When Dave put up an elaborate Nativity scene, softly lit from within, my dad one-upped him by doing his own Nativity scene, plus a baby Jesus with red, blinking eyes. (He ignored our warnings that it would look like something out of “The Exorcist,” which he regretted when the Lutheran pastor from the church down the block stopped by to talk about the phone calls he’d been getting from concerned congregants.)

One year we even got crappy presents because he was anticipating an especially massive electrical bill.

There’s a lot of this “go big or go home” spirit in Georgetown GLOW’s bombastic displays, and freed from the strictures of Santa, reindeer, fir trees and biblical scenes, these lights have moved into realms of creativity that Dad and Dave never imagined, even that year when someone put LSD in the eggnog at the neighborhood holiday party.
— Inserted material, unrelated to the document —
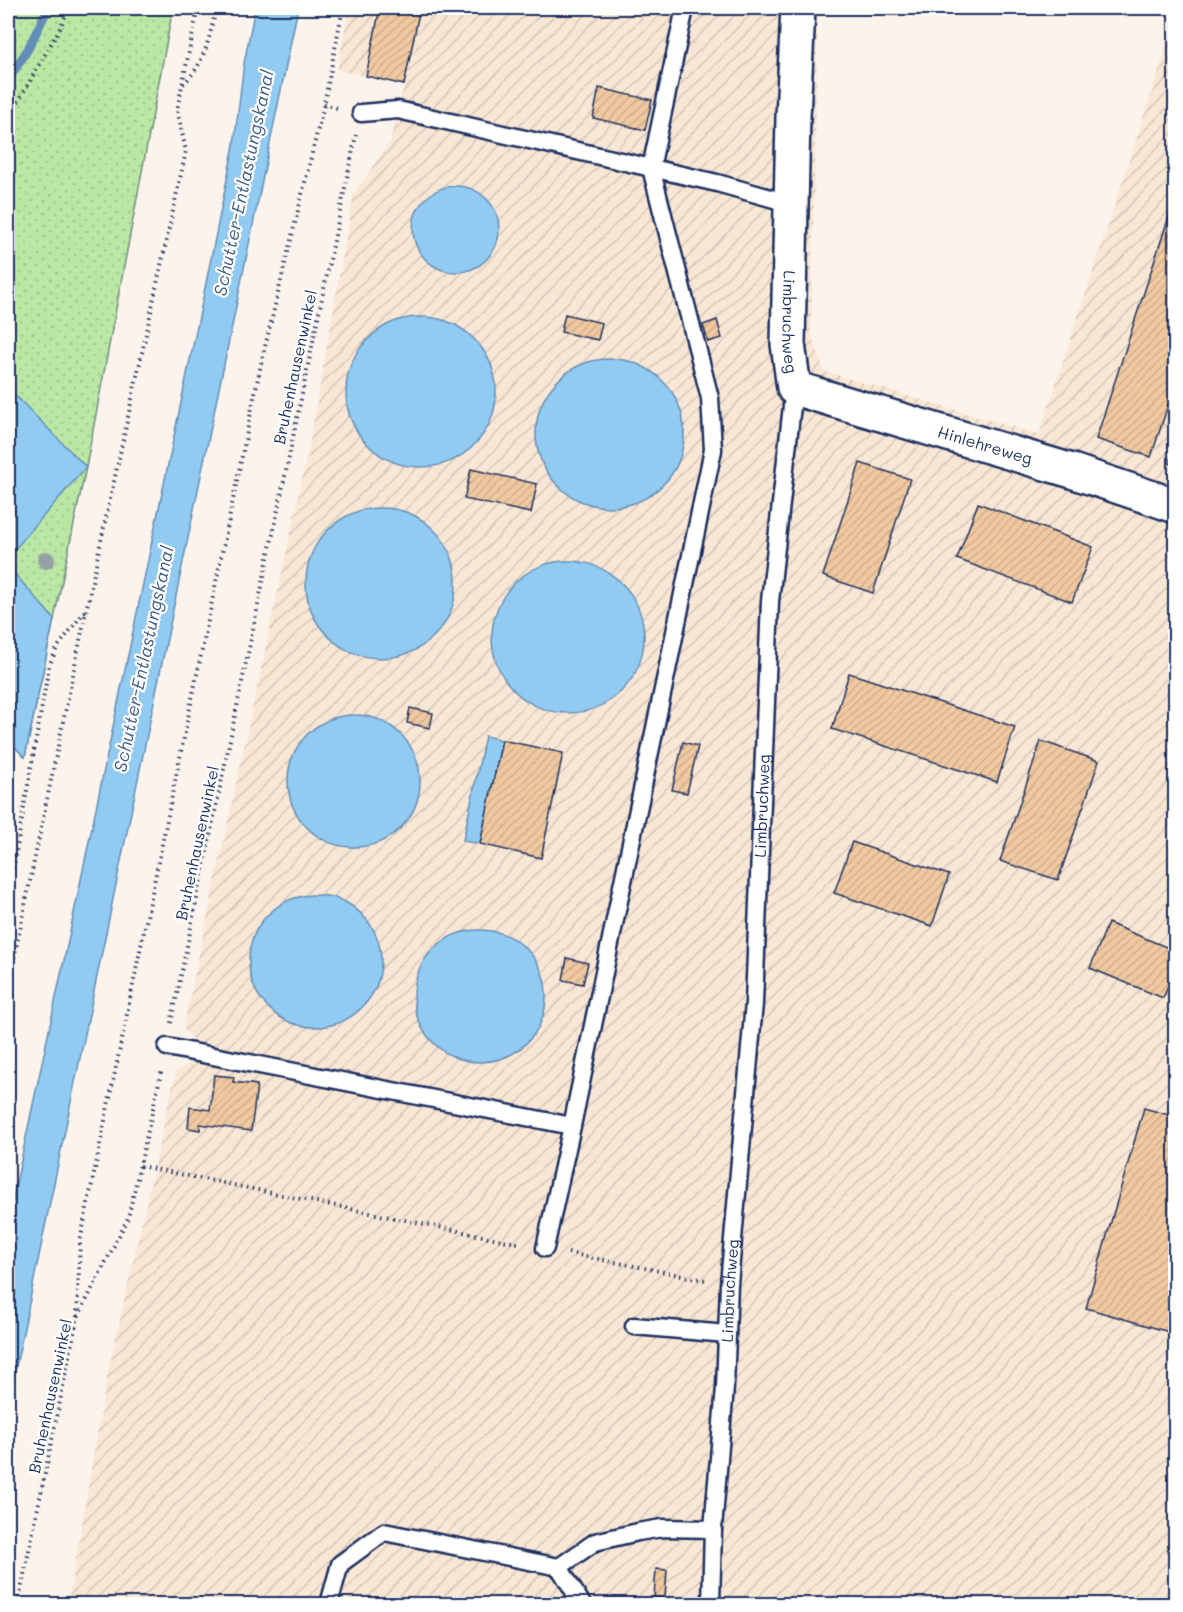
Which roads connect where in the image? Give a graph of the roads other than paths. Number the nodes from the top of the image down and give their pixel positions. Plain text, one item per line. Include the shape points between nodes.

Jeff Zischke’s “Snow Cones” turns the facades of Cady’s Alley into a kaleidoscopic wonderland right out of a Kubrick dream sequence. Lindsey Glatz’s “Cloud Swing” lets the kiddies swing from unearthly glowing clouds that are powered by their movement. Choi + Shine’s “The Heron” suspends huge, delicate handmade feathers made of light over the canal.

One display, Extreme Lengths Productions’ “Filament,” even incorporates live dancers, while another, Eunsook Lee’s “Pandora’s Box,” tries to encourage interaction with strangers by putting rows of light-up benches in Georgetown Park Plaza.

Check out Georgetown GLOW when it opens this Friday evening — it may even give you some ideas for your front yard.

After sunset, Friday, Dec. 6-Jan. 5, Georgetown Waterfront Park, 3303 Water Street NW; free

Do You Hear What I Hear? It’s She & Him.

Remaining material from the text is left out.